Will ANSI JOIN vs. non-ANSI JOIN queries perform differently?

Sql ServerTsqlJoinSql

Sql Server Problem Overview


I have my business-logic in ~7000 lines of T-SQL stored procedures, and most of them has next JOIN syntax:

SELECT A.A, B.B, C.C
FROM aaa AS A, bbb AS B, ccc AS C
WHERE
    A.B = B.ID
AND B.C = C.ID
AND C.ID = @param

Will I get performance growth if I will replace such query with this:

SELECT A.A, B.B, C.C
FROM aaa AS A
JOIN bbb AS B
   ON A.B = B.ID
JOIN ccc AS C
   ON B.C = C.ID
   AND C.ID = @param

Or they are the same?

Sql Server Solutions


Solution 1 - Sql Server

The two queries are the same, except the second is ANSI-92 SQL syntax and the first is the older SQL syntax which didn't incorporate the join clause. They should produce exactly the same internal query plan, although you may like to check.
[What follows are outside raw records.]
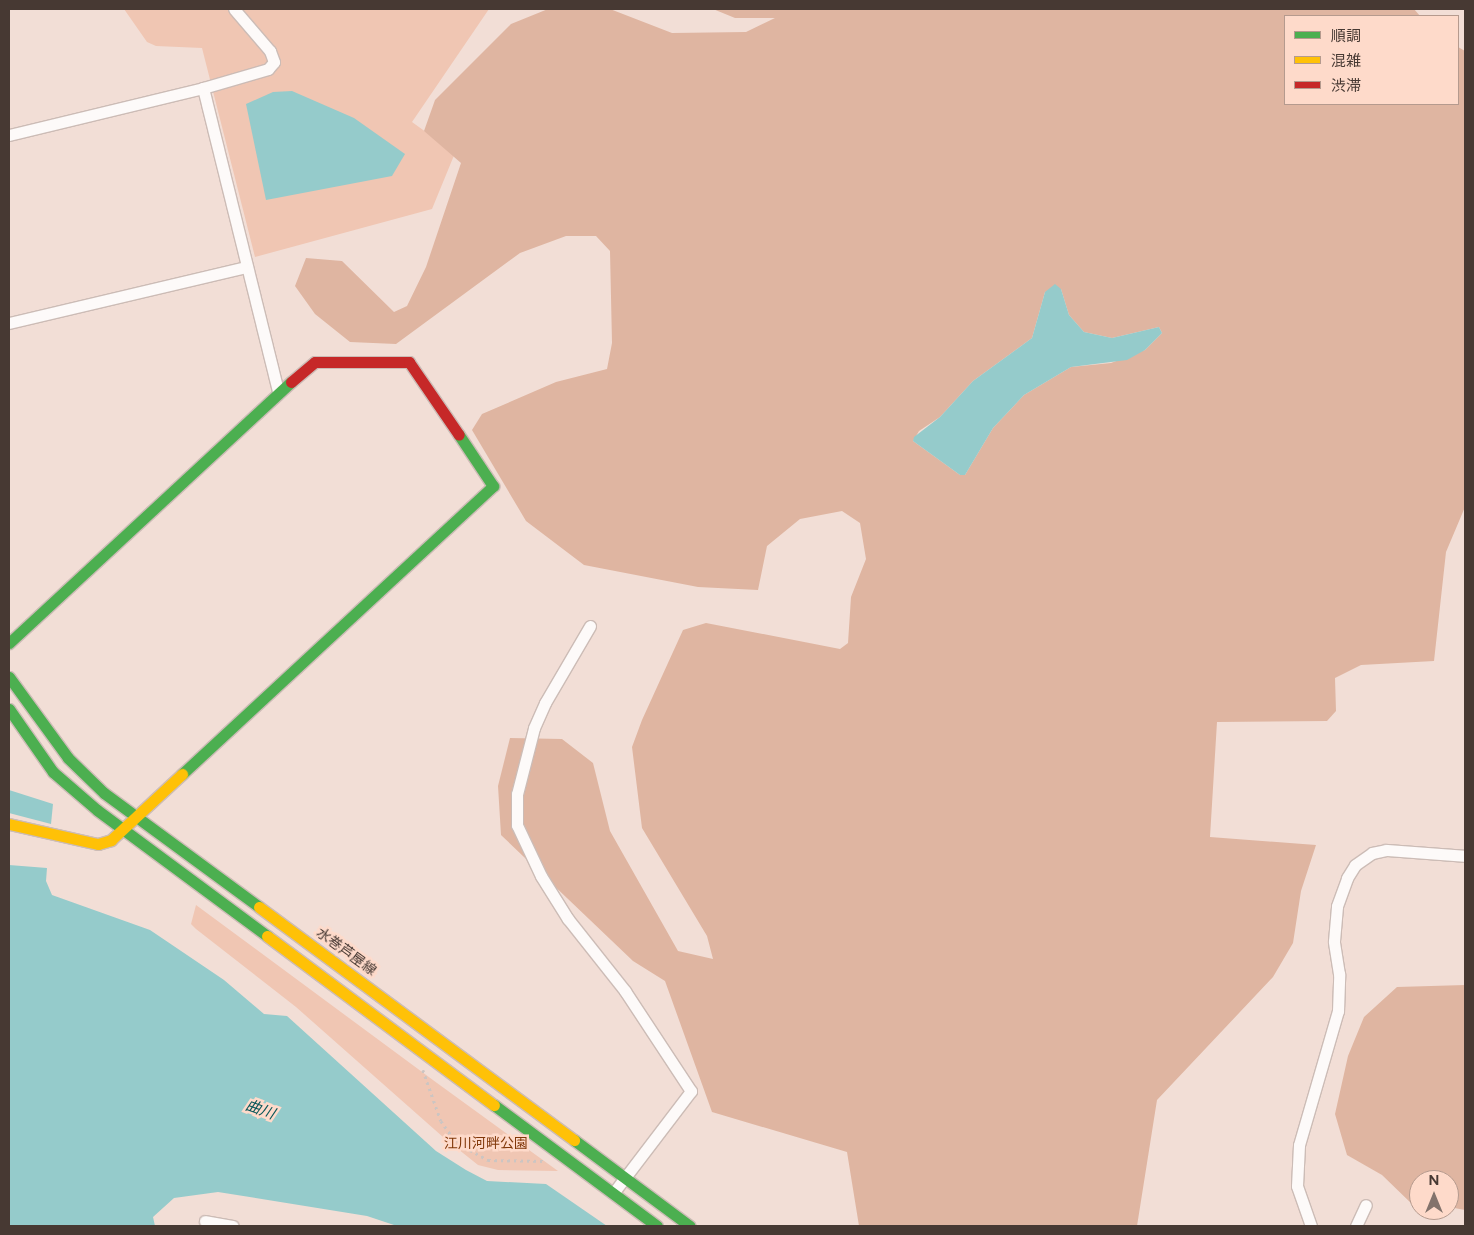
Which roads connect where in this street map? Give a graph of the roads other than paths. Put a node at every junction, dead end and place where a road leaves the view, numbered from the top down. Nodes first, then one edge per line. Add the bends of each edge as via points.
1 (234, 9) edge
2 (203, 88) junction
3 (9, 135) edge
4 (246, 266) junction
5 (9, 323) edge
6 (278, 392) junction
7 (590, 626) dead end
8 (9, 643) edge
9 (9, 677) edge
10 (9, 709) edge
11 (135, 816) junction
12 (9, 824) edge
13 (123, 828) junction
14 (1465, 856) edge
15 (469, 1062) junction
16 (459, 1077) junction
17 (540, 1113) junction
18 (527, 1128) junction
19 (625, 1176) junction
20 (614, 1192) junction
21 (1366, 1205) dead end
22 (205, 1221) dead end
23 (233, 1226) edge
24 (657, 1226) edge
25 (690, 1226) edge
26 (1311, 1226) edge
27 (1356, 1226) edge

1 - 2 street via 270,51 274,62 268,69
2 - 3 street
2 - 4 street
4 - 5 street
4 - 6 street
6 - 8 main road
6 - 11 main road via 316,362 409,362 493,486
7 - 19 street via 534,728 517,794 517,825 541,876 568,919 625,991 692,1091
9 - 11 main road, 水巻芦屋線 via 68,758
10 - 13 main road via 53,772
11 - 13 main road
11 - 15 main road, 水巻芦屋線
12 - 13 main road via 98,844 111,840
13 - 16 main road
14 - 26 street via 1386,850 1372,853 1355,865 1347,878 1337,906 1334,941 1339,974 1338,1011 1299,1145 1297,1186
15 - 16 street
15 - 17 main road, 水巻芦屋線
16 - 18 main road
17 - 18 street
17 - 19 main road, 水巻芦屋線
18 - 20 main road
19 - 20 street
19 - 25 main road, 水巻芦屋線
20 - 24 main road
21 - 27 street
22 - 23 street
You should use the ANSI-92 syntax for several of reasons

  • The use of the JOIN clause separates the relationship logic from the filter logic (the WHERE) and is thus cleaner and easier to understand.
  • It doesn't matter with this particular query, but there are a few circumstances where the older outer join syntax (using + ) is ambiguous and the query results are hence implementation dependent - or the query cannot be resolved at all. These do not occur with ANSI-92
  • It's good practice as most developers and dba's will use ANSI-92 nowadays and you should follow the standard. Certainly all modern query tools will generate ANSI-92.
  • As pointed out by @gbn, it does tend to avoid accidental cross joins.
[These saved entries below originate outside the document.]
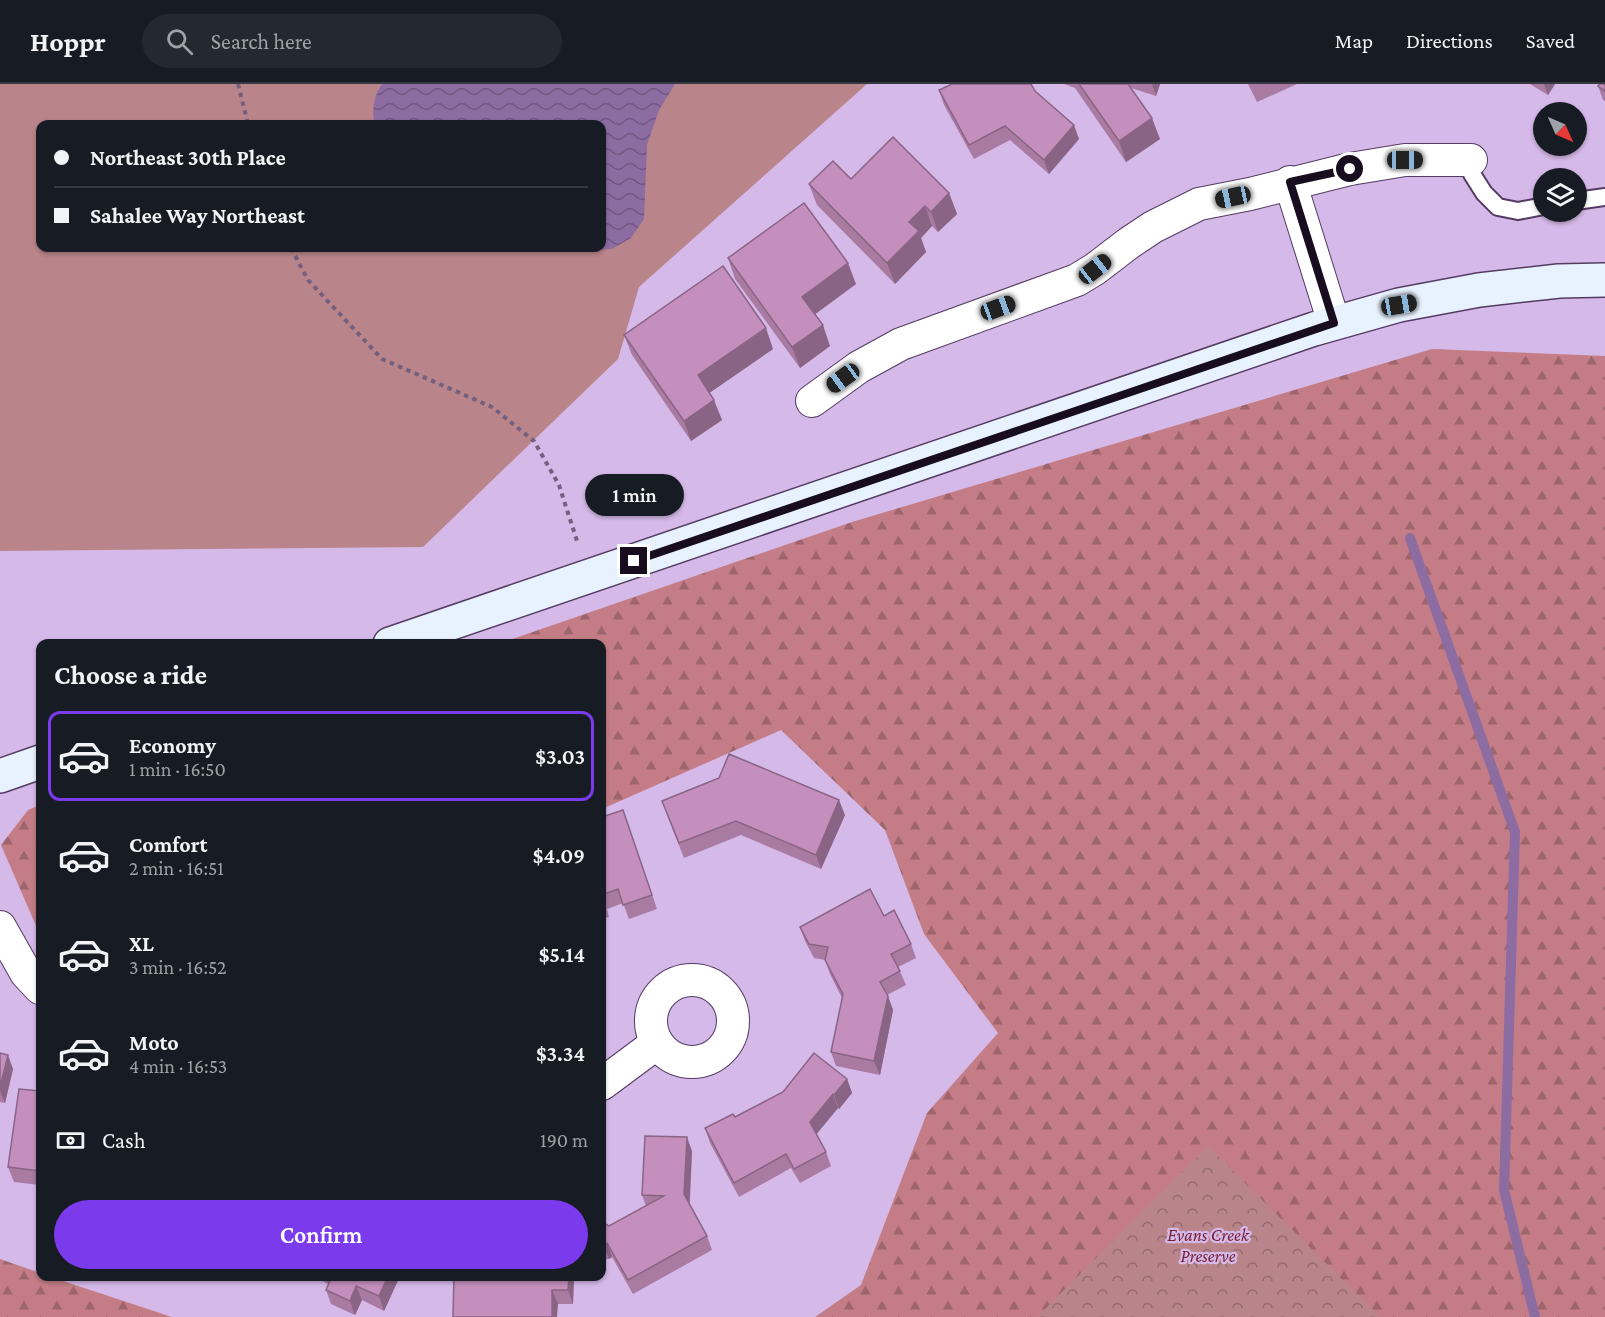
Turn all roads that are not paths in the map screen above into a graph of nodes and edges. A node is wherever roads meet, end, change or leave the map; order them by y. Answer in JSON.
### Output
{"nodes":[{"id":1,"x":1471,"y":160,"type":"joint"},
{"id":2,"x":1290,"y":182,"type":"junction"},
{"id":3,"x":1605,"y":197,"type":"edge"},
{"id":4,"x":1587,"y":199,"type":"edge"},
{"id":5,"x":1533,"y":209,"type":"edge"},
{"id":6,"x":1605,"y":280,"type":"edge"},
{"id":7,"x":1334,"y":323,"type":"junction"},
{"id":8,"x":812,"y":401,"type":"dead end"},
{"id":9,"x":405,"y":639,"type":"edge"},
{"id":10,"x":36,"y":763,"type":"edge"},
{"id":11,"x":0,"y":776,"type":"edge"},
{"id":12,"x":0,"y":927,"type":"edge"},
{"id":13,"x":36,"y":984,"type":"edge"},
{"id":14,"x":657,"y":1043,"type":"dead end"},
{"id":15,"x":606,"y":1081,"type":"edge"}],
"edges":[{"from":1,"to":2,"type":"street"},
{"from":1,"to":5,"type":"lane"},
{"from":2,"to":7,"type":"street"},
{"from":2,"to":8,"type":"street"},
{"from":3,"to":4,"type":"lane"},
{"from":6,"to":7,"type":"main road"},
{"from":7,"to":9,"type":"main road"},
{"from":10,"to":11,"type":"main road"},
{"from":12,"to":13,"type":"street"},
{"from":14,"to":15,"type":"street"}]}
Myself I resisted ANSI-92 for some time as there is a slight conceptual advantage to the old syntax as it's a easier to envisage the SQL as a mass Cartesian join of all tables used followed by a filtering operation - a mental technique that can be useful for grasping what a SQL query is doing. However I decided a few years ago that I needed to move with the times and after a relatively short adjustment period I now strongly prefer it - predominantly because of the first reason given above. The only place that one should depart from the ANSI-92 syntax, or rather not use the option, is with natural joins which are implicitly dangerous.

Solution 2 - Sql Server

The second construct is known as the "infixed join syntax" in the SQL community. The first construct AFAIK doesn't have widely accepted name so let's call it the 'old style' inner join syntax.

The usual arguments go like this:

Pros of the 'Traditional' syntax: the predicates are physically grouped together in the WHERE clause in whatever order which makes the query generally, and n-ary relationships particularly, easier to read and understand (the ON clauses of the infixed syntax can spread out the predicates so you have to look for the appearance of one table or column over a visual distance).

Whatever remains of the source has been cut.